TASK TO CARRY OUT
Below are the records; locate each line with the word "main" and copy it.
◆ ◆ ◆ ◆ ◆ ◆ ◆
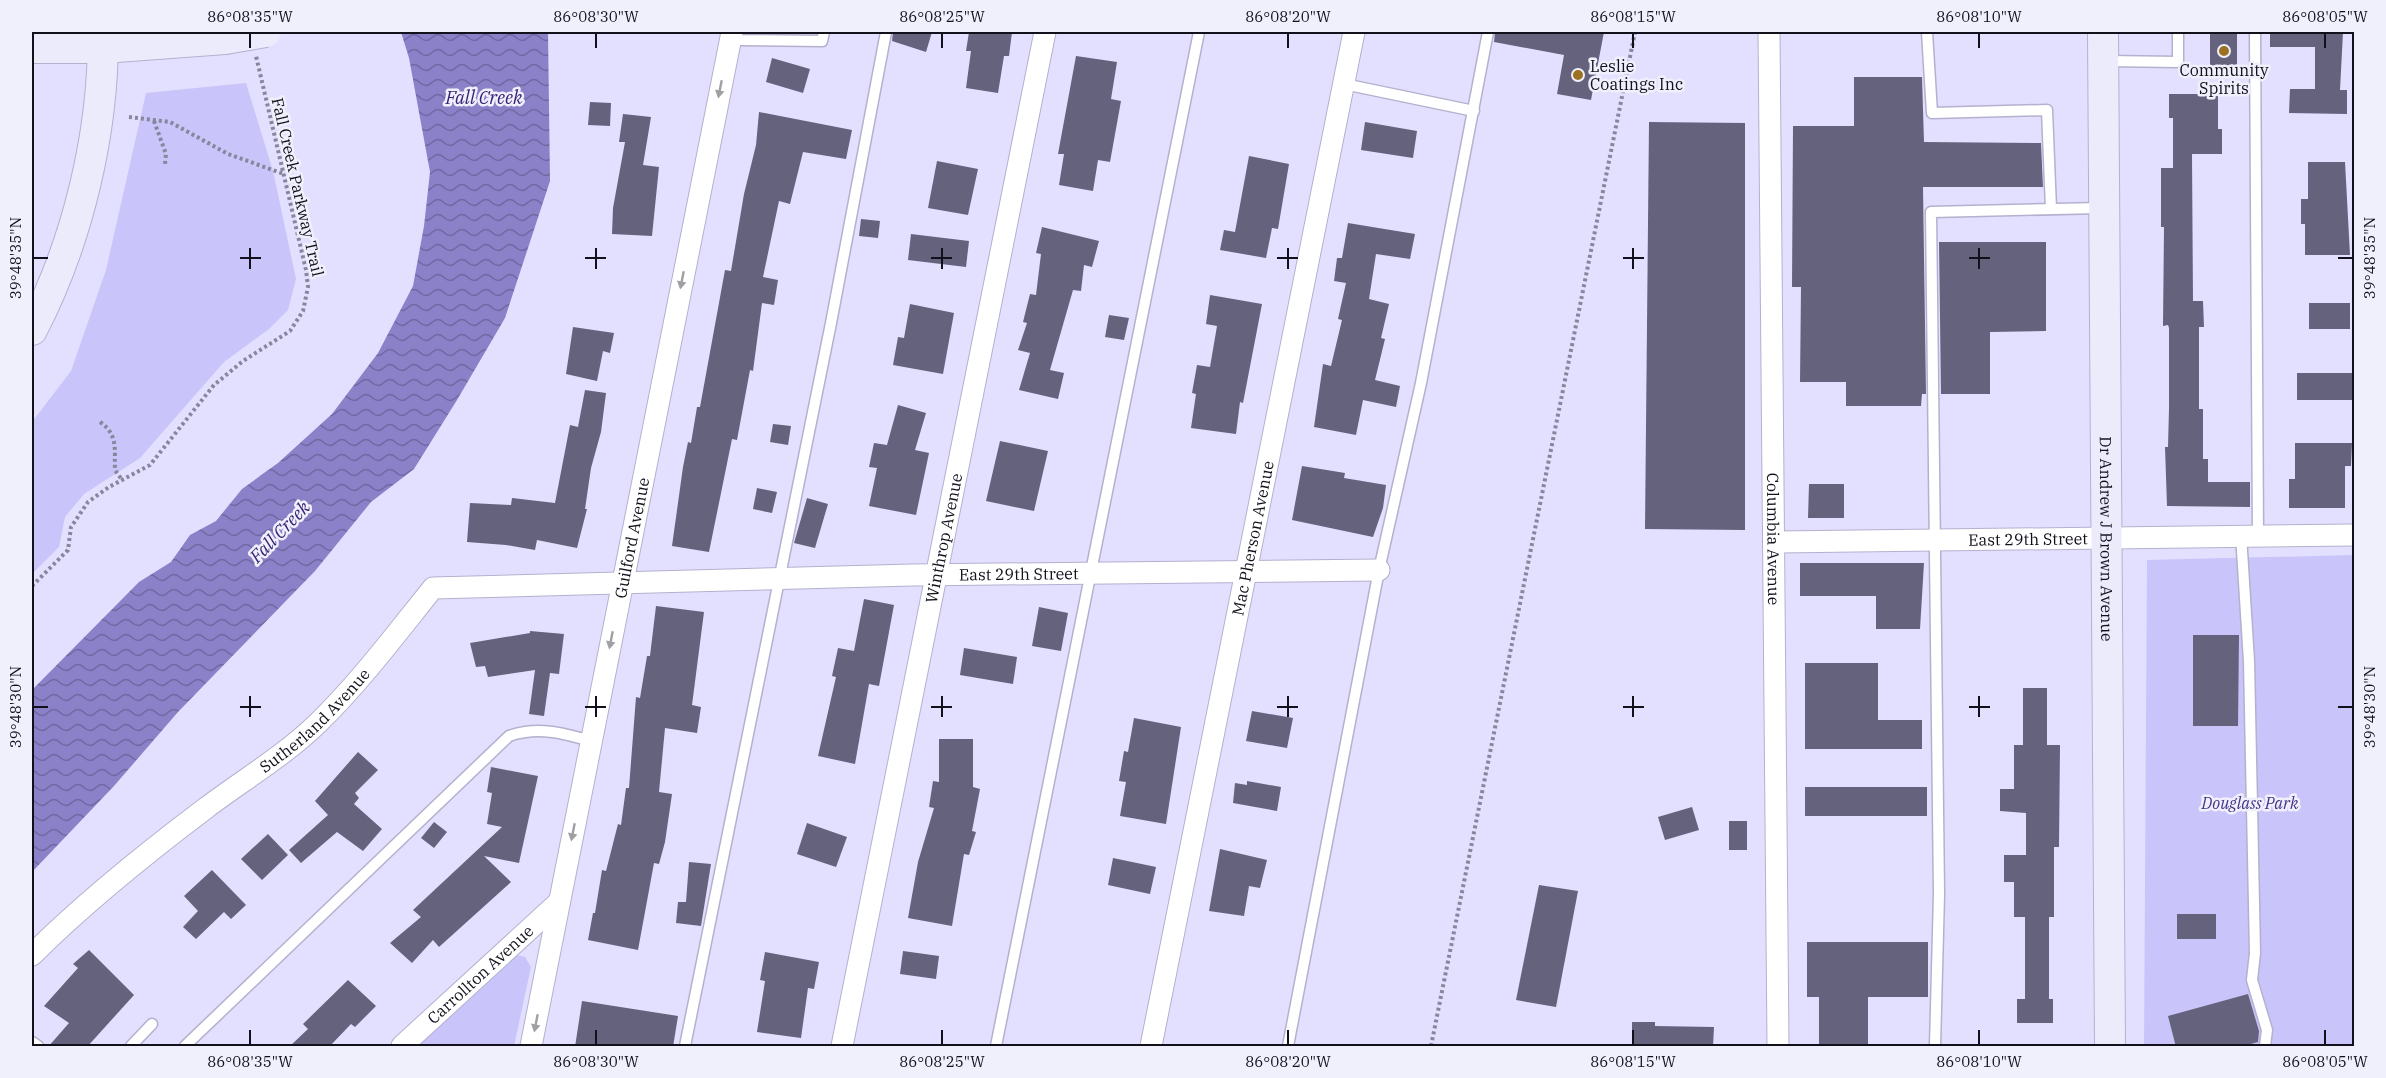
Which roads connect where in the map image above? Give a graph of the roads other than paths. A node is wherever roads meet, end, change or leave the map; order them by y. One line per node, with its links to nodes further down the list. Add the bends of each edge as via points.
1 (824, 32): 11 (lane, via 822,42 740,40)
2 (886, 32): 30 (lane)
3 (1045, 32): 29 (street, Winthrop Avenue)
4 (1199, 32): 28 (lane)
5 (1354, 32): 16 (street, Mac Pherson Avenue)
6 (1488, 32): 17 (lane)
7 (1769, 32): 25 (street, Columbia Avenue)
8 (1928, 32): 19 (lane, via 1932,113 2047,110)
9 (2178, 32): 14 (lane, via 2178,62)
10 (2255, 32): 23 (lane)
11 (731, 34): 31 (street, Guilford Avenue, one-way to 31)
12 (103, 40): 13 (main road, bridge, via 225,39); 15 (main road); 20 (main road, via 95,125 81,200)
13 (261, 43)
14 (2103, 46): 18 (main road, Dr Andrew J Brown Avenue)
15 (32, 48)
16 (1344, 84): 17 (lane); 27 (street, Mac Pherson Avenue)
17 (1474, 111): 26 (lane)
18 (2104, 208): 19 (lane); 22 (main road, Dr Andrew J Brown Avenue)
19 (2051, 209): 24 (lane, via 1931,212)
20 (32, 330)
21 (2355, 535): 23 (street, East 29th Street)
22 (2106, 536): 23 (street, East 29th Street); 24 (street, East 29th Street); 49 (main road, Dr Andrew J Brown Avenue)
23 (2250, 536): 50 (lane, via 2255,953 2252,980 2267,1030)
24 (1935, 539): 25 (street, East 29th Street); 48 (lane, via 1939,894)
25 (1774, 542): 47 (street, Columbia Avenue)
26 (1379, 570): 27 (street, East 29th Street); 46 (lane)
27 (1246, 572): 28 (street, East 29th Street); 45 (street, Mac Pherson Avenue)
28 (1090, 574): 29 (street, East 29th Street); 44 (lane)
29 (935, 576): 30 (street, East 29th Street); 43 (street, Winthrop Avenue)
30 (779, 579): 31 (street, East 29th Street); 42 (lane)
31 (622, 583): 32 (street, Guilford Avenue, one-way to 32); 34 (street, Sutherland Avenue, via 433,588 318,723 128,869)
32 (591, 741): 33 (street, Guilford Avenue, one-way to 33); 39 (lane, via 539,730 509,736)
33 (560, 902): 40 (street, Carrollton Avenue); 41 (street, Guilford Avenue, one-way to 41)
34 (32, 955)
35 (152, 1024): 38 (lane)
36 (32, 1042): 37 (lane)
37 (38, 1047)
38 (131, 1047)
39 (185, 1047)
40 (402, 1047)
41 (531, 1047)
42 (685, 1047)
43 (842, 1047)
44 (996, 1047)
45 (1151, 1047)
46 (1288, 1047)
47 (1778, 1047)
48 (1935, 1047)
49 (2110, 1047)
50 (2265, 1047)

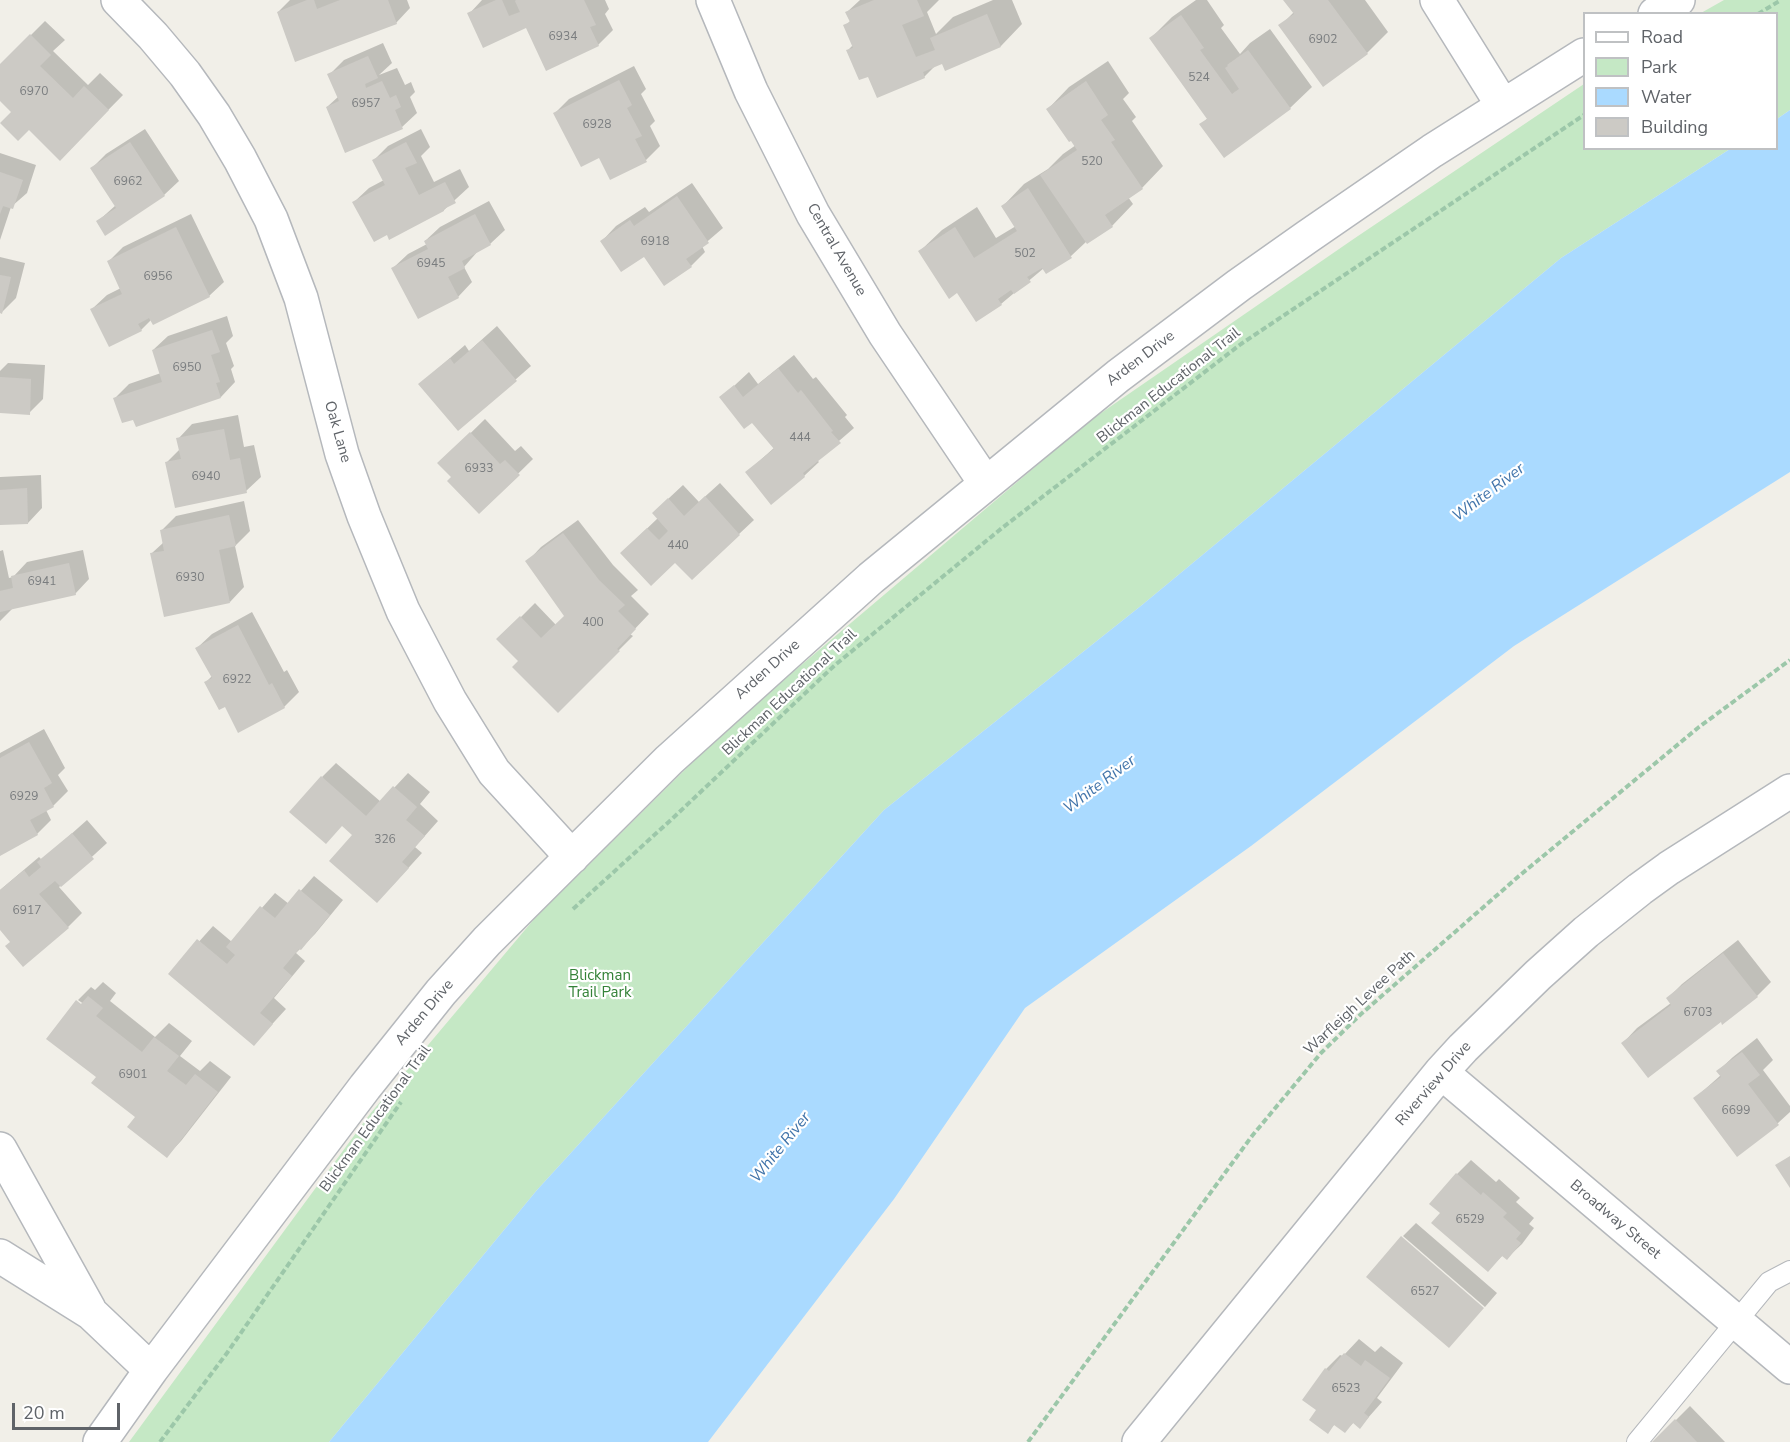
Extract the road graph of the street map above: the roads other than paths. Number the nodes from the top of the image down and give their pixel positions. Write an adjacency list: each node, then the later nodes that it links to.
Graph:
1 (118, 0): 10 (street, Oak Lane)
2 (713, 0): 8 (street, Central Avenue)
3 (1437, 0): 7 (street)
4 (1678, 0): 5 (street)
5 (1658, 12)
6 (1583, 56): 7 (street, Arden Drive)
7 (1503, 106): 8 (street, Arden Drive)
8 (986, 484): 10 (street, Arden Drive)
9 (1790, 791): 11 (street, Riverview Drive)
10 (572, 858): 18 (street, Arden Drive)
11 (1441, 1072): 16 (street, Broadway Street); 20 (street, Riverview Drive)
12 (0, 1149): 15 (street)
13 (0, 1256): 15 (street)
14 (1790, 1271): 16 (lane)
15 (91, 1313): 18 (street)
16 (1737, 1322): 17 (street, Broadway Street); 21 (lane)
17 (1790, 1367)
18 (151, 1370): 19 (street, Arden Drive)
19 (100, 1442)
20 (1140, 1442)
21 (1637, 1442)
◆ ◆ ◆ ◆ ◆ ◆ ◆
WRITTEN ANSWER
12 (103, 40): 13 (main road, bridge, via 225,39); 15 (main road); 20 (main road, via 95,125 81,200)
14 (2103, 46): 18 (main road, Dr Andrew J Brown Avenue)
18 (2104, 208): 19 (lane); 22 (main road, Dr Andrew J Brown Avenue)
22 (2106, 536): 23 (street, East 29th Street); 24 (street, East 29th Street); 49 (main road, Dr Andrew J Brown Avenue)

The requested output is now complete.